PEP 9999 – JSON Package Metadata

Author:
Emma Harper Smith <emma at python.org>
PEP-Delegate:
Paul Moore
Discussions-To:
Pending
Status:
Draft
Type:
Standards Track
Topic:
Packaging
Created:
09-Dec-2025
Post-History:
Pending

Table of Contents

Abstract

Python package metadata (“core metadata”) was first defined in PEP 241 to use RFC 822 email headers to encode information about packages. This was reasonable at the time; email messages were the only widely used, standardized text format that had a parser in the standard library at the time. However, issues with handling different encodings, differing handling of line breaks, and other differences between implementations have caused numerous packaging bugs. To resolve these issues, this PEP proposes introducing a Javascript Object Notation (JSON) encoded file containing core metadata in Python packages.

Motivation

The email message format has a number of complexities and limitations which reduce its utility as a portable textual interchange format for packaging metadata.

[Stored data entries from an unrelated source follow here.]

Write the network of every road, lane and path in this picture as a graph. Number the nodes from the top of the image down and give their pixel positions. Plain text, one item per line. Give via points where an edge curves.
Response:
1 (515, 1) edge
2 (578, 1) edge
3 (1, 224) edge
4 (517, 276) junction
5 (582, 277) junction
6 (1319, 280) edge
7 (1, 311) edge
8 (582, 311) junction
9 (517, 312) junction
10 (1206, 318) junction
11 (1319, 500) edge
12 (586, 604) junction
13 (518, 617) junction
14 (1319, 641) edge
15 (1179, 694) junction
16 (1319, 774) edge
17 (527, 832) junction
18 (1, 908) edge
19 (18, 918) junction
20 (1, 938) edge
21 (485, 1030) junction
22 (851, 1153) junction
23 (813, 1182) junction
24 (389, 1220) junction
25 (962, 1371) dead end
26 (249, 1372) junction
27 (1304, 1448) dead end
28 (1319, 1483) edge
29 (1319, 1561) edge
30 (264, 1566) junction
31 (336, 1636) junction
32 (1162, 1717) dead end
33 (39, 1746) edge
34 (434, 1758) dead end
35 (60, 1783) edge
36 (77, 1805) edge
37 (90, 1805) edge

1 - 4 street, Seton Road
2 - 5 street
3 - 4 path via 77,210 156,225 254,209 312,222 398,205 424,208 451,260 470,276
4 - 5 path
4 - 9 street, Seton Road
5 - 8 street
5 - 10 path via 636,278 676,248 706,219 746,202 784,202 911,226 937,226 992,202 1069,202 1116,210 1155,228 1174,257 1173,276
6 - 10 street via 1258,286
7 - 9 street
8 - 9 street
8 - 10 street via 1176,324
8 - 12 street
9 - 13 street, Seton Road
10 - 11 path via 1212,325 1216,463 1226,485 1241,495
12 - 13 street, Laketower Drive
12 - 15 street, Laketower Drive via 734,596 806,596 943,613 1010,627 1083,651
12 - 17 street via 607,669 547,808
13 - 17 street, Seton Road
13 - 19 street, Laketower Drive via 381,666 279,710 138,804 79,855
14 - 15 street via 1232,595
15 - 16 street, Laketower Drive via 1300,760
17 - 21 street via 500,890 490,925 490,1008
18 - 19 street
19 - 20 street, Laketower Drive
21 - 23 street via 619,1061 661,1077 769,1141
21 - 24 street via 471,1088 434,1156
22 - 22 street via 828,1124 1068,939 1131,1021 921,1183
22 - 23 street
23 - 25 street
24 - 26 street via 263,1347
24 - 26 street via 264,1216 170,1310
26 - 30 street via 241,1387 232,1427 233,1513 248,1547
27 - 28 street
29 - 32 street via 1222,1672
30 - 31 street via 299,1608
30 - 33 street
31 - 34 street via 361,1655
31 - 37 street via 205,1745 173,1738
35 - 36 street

Due to the email parser requiring configuration changes to properly generate valid core metadata, many projects do not use the email module and instead generate core metadata in a custom manner. There are many pitfalls with generating email headers that these custom generators can hit. First, core metadata fields may contain newlines in the value of fields. These newlines must be handled properly to “unfolded” multiple lines per RFC 822. Improperly escaped newlines can lead to generating invalid core metadata. Second, as discussed in the core metadata specifications:

The standard file format for metadata (including in wheels and installed projects) is based on the format of email headers. However, email formats have been revised several times, and exactly which email RFC applies to packaging metadata is not specified. In the absence of a precise definition, the practical standard is set by what the standard library email.parser module can parse using the email.policy.compat32 policy.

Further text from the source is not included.